Portrait of the Artist is a typically suggestive title from Hodgkin. His best works are always created with people or places in mind. However, they are never illusory. These works, which are designed to be objects in their own right, allude to specific subject matter — in this case the creator himself — without ever trying to recreate it. His paintings demand consideration at surface level on the merits of their appearance. Hodgkin himself commented on this expressive juxtaposition: “I am a representational painter, but not a painter of appearances. I paint representational pictures of emotional situations” (Howard Hodgkin cited in: Marla Price, Howard Hodgkin: The Complete Paintings Catalogue Raisonné, London 2006, p. 14).

Bold in his use of colour, Hodgkin’s lavish application of paint in this work evokes the Fauves’ wild and expressionistic colour palette. Similar to Matisse and Derain, who prioritised the painterly qualities of their work through the use of strong colours, Hodgkin employs a variety of different hues to invoke a sense of abstraction that focuses the eye solely on the perceptive power of colour.

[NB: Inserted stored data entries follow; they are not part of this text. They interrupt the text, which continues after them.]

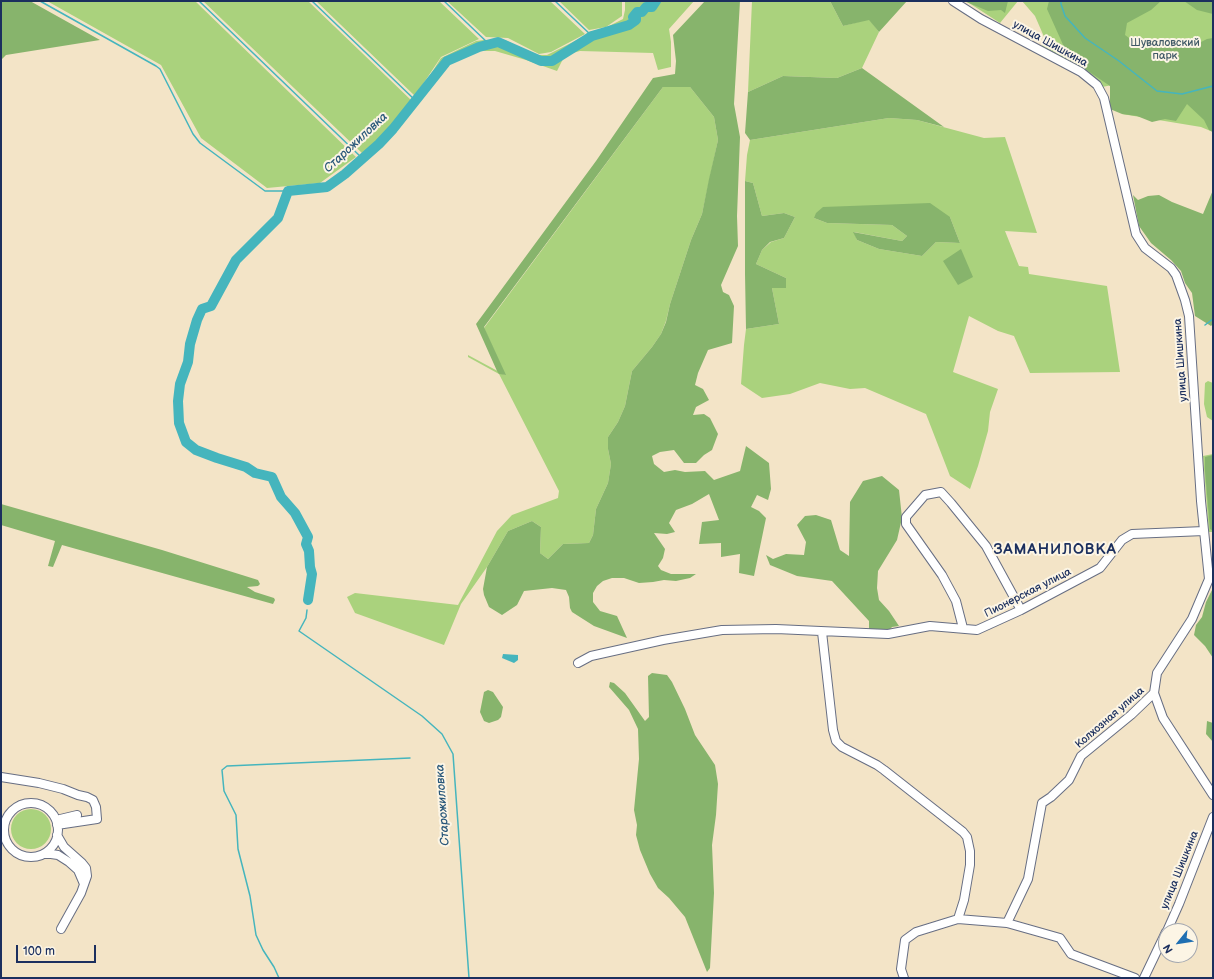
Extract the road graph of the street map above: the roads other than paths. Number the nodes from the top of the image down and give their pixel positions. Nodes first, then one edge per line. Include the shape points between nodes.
1 (953, 1) edge
2 (1204, 531) junction
3 (1211, 579) edge
4 (1021, 610) junction
5 (963, 628) junction
6 (822, 632) junction
7 (578, 663) dead end
8 (1154, 693) junction
9 (1, 777) edge
10 (1213, 795) edge
11 (77, 815) dead end
12 (1213, 817) edge
13 (56, 823) junction
14 (3, 825) edge
15 (57, 835) junction
16 (1, 845) edge
17 (11, 849) junction
18 (43, 854) junction
19 (84, 884) junction
20 (958, 920) junction
21 (1006, 923) junction
22 (1170, 923) edge
23 (61, 929) dead end
24 (1158, 949) edge
25 (904, 978) edge
26 (1135, 978) edge
27 (1144, 978) edge

1 - 2 street, улица Шишкина via 1081,72 1097,85 1104,98 1136,234 1145,248 1176,275 1188,310
2 - 3 street, улица Шишкина
2 - 4 street, Пионерская улица via 1132,534 1122,540 1100,568
3 - 8 street, улица Шишкина via 1192,619 1157,673
4 - 5 street, Пионерская улица via 977,630
4 - 5 street via 986,546 952,503 941,492 925,494 906,517 906,524 942,575 956,601
5 - 6 street, Пионерская улица via 930,626 888,634
6 - 7 street, Пионерская улица via 722,630 619,649 591,656
6 - 20 street via 836,741 842,747 884,770 967,837 970,865
8 - 10 street via 1164,718
8 - 21 street, Колхозная улица via 1081,756 1069,780 1042,803 1028,879
9 - 13 street via 39,783 93,800 97,819
11 - 13 street
12 - 22 street, улица Шишкина
13 - 14 street via 52,814 40,805 26,804 13,810
13 - 15 street
14 - 17 street via 6,841
15 - 18 street via 54,844
15 - 19 street via 64,847 86,868
16 - 17 street
17 - 18 street via 26,857
18 - 19 street via 58,855 70,862 78,870
19 - 23 street
20 - 21 street
20 - 25 street via 916,932 905,940 901,969
21 - 26 street via 1060,938 1071,954
24 - 27 street, улица Шишкина

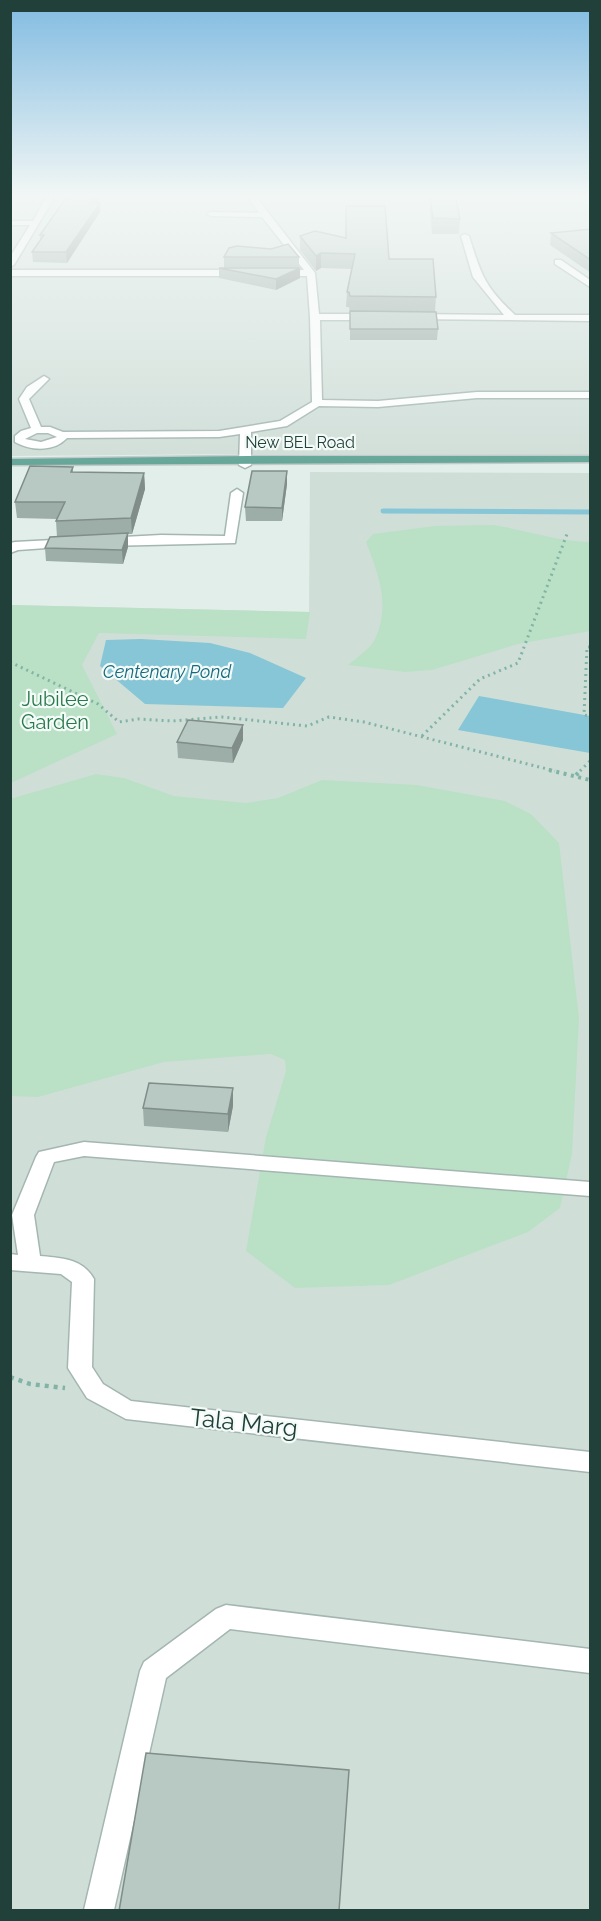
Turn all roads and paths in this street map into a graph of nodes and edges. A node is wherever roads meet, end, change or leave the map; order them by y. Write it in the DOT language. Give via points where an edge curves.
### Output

In the present work, the colour and surface are particularly redolent of the painters of Nabis school, in particular Édouard Vuillard of whom Hodgkin has long been “a fanatical admirer” (Howard Hodgkin in conversation with David Sylvester, in: Exh. Cat., Venice, British Pavilion, XLI Venice Biennale (and travelling), Howard Hodgkin: Forty Paintings 1973–84, 1984, p. 100). Artists of the Nabis school sought to blend their emotional intention with their aesthetic form, so that a painter’s feelings were manifest in each aesthetic decision. Portrait of the Artist forms a worthy comparison not only in this emotional sense, but also in its palette, where the conflation of red, orange, pink and green, seems directly redolent of Vuillard.